В этот критический момент в Вашингтон прибыл один из ключевых документов начала холодной войны: так называемая «длинная телеграмма» Джорджа Ф. Кеннана, министра-советника американского посольства в Москве. Кеннан был одним из немногих хорошо подготовленных экспертов по русской истории и языку, изучавших их с момента окончания Принстона в 1925 году и поступления на дипломатическую службу годом позже. Большая часть его последующей дипломатической карьеры была сосредоточена на изучении советского поведения, за которым он наблюдал с постов в Восточной Европе и в самом Советском Союзе. Ученый и красноречивый, Кеннан сделал блестящую карьеру дипломата и историка.
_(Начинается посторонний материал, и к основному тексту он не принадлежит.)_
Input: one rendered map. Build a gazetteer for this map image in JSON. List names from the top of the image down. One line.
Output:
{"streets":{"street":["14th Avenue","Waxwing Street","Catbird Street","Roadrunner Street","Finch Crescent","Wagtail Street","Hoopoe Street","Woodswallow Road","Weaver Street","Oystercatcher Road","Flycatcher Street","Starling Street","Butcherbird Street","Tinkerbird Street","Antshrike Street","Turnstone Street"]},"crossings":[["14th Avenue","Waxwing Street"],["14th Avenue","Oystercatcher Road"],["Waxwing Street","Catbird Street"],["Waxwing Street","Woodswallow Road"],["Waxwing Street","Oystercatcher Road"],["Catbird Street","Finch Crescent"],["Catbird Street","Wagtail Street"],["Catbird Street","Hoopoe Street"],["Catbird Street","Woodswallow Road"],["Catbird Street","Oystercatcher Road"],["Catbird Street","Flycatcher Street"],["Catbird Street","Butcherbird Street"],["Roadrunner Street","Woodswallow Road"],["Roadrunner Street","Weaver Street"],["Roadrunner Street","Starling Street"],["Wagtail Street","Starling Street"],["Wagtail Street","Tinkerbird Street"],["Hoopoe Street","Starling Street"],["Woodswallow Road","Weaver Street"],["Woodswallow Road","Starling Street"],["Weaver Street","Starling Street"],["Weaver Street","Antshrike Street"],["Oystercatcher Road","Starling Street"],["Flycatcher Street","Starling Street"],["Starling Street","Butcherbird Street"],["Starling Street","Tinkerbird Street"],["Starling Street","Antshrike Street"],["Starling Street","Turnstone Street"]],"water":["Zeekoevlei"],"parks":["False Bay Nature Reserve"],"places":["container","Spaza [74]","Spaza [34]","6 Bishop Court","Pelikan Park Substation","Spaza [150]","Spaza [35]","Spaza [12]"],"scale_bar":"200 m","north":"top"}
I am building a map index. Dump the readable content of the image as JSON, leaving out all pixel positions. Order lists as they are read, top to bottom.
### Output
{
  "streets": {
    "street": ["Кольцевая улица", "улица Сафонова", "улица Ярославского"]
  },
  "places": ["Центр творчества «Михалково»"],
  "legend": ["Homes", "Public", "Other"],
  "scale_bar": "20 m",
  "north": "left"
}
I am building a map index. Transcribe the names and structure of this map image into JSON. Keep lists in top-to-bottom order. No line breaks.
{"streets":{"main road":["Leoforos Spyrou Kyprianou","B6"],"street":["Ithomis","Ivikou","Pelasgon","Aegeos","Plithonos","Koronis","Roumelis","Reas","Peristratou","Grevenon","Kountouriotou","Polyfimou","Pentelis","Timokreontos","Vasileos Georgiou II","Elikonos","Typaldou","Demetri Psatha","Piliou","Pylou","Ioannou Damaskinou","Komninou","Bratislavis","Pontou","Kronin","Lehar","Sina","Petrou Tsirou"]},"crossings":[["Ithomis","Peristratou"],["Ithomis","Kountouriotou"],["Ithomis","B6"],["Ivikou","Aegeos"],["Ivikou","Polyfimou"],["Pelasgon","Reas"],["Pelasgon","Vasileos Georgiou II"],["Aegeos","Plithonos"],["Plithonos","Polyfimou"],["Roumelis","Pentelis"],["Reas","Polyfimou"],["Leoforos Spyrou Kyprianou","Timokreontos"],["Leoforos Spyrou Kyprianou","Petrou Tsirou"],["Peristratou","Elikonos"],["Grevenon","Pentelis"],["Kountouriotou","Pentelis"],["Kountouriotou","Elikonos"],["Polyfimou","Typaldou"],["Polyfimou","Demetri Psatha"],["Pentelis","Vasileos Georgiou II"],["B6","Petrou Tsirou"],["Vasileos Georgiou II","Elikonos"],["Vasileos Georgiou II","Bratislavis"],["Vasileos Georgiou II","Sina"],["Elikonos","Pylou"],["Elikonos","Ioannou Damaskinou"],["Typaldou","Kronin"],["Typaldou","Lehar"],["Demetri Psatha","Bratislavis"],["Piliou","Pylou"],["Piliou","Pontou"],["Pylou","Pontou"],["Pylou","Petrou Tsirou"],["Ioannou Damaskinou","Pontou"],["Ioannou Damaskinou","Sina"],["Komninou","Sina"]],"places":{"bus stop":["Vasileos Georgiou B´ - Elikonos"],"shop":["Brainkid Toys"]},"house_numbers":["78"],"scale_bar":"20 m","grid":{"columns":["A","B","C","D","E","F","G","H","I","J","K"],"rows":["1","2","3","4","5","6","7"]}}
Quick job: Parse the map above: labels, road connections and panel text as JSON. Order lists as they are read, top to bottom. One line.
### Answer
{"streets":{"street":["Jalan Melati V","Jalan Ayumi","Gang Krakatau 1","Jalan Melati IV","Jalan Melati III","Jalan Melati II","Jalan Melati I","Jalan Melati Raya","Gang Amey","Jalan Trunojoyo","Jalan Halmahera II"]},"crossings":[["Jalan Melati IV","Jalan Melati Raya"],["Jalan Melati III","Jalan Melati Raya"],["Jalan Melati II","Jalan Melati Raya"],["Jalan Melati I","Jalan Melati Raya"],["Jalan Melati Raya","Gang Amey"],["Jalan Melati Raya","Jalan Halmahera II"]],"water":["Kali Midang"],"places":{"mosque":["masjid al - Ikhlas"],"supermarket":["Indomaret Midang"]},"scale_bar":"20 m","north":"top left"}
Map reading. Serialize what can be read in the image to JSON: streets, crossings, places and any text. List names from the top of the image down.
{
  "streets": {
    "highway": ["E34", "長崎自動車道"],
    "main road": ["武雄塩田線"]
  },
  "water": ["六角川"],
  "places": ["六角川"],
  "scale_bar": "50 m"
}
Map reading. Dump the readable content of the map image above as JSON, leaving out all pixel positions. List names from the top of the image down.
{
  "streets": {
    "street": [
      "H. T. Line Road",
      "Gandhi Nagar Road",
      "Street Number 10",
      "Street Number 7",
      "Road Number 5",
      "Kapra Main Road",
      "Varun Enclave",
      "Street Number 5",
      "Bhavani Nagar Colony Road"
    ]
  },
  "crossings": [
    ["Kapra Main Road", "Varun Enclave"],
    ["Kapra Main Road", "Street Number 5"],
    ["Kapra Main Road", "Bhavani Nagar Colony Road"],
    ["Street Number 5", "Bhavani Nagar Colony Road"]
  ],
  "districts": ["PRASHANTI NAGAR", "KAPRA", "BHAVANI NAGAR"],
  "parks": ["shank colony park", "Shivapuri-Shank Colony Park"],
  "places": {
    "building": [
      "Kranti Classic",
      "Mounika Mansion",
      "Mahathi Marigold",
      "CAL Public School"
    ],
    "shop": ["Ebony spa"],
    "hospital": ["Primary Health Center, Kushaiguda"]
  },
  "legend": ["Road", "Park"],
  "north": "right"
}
Он был консервативен в том смысле, что сомневался в способности демократических правительств, подгоняемых опасными ветрами народного мнения, прокладывать устойчивый и хорошо информированный курс в мире. Вместо этого он предпочитал, чтобы внешняя политика проводилась под руководством таких экспертов, как он сам. Его также возмущала советская система, которую он считал жестокой и нецивилизованной. В своей «Длинной телеграмме» он с горечью изложил свои взгляды, которые в то время были особенно восприимчивы.

Советский Союз, писал Кеннан, был «восточной деспотией», в которой «экстремизм был нормальной формой правления, а от иностранцев ожидали смертельных врагов». Кремль использовал марксизм как «фиговый листок своей моральной и интеллектуальной респектабельности», чтобы оправдать рост военной мощи, угнетение внутри страны и экспансию за рубежом. СССР был «политической силой, фанатично преданной убеждению, что с Соединенными Штатами не может быть постоянного modus vivendi, что желательно и необходимо, чтобы внутренняя гармония нашего общества была разрушена, международный авторитет нашего государства был сломлен, … если мы хотим обеспечить безопасность советской власти».[278]

Было бы преувеличением говорить о влиянии «Длинной телеграммы», утверждая, что она сформулировала американскую внешнюю политику на будущее. Но во многом благодаря Форресталу, который активно распространял её среди американских лидеров, она получила широкое внимание. Она дала им подходящее теоретическое объяснение тому, что они уже считали антизападным поведением Сталина: оно проистекало из сочетания идеологических и тоталитарных императивов, глубоко укоренившихся как в российской, так и в недавней советской истории. Это объяснение было простым, понятным и поэтому психологически удовлетворяло американских политиков, и без того раздражённых советскими действиями.